I kept pieces of it in my pocket and would eat them quickly, hardly enjoying them because I had to eat them fast enough so that I didn't have to share with the little people.

Because rocky road fudge is a sacred thing that shouldn't be cast before unappreciative children with quick metabolisms.

Between bites and swallows, the kids would zoom into the kitchen with their questions and concerns and would stop mid-sentence, sniffing the air.

"Do you have chocolate?" They would accuse.

I would mutely stare at them, refusing to open my mouth to answer, and could feel the chocolate melt and begin its slow slide down my throat into my welcoming stomach, my taste buds desperately grasping after the marshmallows and nuts fruitlessly.

"Maaahhhmmm!
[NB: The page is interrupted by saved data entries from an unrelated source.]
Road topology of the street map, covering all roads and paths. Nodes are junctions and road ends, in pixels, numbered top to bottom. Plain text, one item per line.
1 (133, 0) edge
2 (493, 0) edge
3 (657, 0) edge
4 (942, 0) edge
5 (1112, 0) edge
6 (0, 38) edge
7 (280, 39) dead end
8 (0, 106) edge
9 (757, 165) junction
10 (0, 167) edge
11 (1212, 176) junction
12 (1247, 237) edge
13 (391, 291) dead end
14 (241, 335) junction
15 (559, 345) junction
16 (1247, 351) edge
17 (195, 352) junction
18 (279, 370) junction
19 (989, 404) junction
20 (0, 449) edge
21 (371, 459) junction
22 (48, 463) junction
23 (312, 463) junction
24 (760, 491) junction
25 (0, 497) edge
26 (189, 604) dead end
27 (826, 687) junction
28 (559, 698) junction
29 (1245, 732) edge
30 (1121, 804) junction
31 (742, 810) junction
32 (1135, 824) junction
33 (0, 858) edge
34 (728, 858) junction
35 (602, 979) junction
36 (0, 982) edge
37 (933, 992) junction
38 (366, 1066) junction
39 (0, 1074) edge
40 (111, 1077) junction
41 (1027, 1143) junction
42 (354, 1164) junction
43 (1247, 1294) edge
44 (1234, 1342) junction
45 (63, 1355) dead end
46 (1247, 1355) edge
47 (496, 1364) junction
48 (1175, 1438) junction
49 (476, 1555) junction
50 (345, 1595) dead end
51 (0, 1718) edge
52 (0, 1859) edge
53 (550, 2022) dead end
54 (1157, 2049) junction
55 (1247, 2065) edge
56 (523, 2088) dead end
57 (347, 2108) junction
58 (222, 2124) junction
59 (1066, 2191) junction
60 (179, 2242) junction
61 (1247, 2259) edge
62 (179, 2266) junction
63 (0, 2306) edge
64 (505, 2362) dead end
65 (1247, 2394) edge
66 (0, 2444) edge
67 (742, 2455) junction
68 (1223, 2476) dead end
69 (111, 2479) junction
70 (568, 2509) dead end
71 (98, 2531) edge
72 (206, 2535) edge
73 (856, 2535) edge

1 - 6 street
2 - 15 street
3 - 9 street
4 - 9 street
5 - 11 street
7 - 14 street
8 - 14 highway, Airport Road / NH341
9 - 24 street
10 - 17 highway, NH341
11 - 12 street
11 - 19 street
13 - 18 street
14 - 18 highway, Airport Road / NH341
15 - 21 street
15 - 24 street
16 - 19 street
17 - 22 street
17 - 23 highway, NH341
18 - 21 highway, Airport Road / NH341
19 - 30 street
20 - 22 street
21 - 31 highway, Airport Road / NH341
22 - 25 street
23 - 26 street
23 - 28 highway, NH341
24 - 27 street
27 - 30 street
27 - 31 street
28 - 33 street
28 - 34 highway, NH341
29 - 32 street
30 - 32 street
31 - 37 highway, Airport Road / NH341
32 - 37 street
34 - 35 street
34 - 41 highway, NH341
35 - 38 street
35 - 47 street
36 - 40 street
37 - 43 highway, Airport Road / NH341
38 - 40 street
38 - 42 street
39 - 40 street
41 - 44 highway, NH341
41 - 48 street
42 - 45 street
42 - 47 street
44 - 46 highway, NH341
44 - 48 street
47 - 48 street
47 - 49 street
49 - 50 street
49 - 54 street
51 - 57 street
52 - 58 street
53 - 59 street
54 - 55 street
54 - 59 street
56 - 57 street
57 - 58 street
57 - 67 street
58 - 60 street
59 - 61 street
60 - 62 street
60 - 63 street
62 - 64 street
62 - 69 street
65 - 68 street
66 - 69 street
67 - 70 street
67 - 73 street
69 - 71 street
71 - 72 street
What's in your mouth!?" They would press.

"Dhont whorry abou et," I managed, slurping in my drool.

Once the fudge was all gone, I wiped my brow, content that I had 1) valiantly finished all the fudge, sparing everyone else and 2) had gotten rid of it all in a timely manner.

I then made the mistake of stepping on the scale in my bathroom, and between gasping sobs promised myself that I would strictly eat barley sprouts and wheat germ the rest of my days.

That lasted as long as it took to go on my next shopping trip to the grocery store. And it began all over again.

Now, Jeremy is usually the sensible one, eating fruit as a dessert, but I have long since corrupted him. So last week when we were having the crappiest of all weeks Jeremy declared that we needed to go to the store and buy as much junk as possible. I couldn't say no, since the scriptures say to be easily entreated (or was it treated? Treats? Yes, treats. 11th commandment: Thou shalt make and eat tasty treats.).

The treats have lasted us days. And days.

So, yesterday for breakfast I decided that we should eat the rest of it to get it out of our systems.

Normally I would protest having such a breakfast, but this was an emergency, and the kids thought it was fun having gummy worms and root beer that early in the morning (or ever, since I don't like to share care about their health).

Jeremy, in an effort to be fair, divided up the spoils into five bowls, while the kids ran around the room squee-ing. The smell of sugar and tator tots filled the room, and all pupils dilated.

The noise factor multiplied by 56,000,000,000,000,000,000 % as the sound of wrappers being torn collided with maniacal giggles, general glee and the sizzle of small, cylindrical "potatoes" in the oven.

The frenzy lasted about 3 minutes and the kids, save Leah, ran out of the room.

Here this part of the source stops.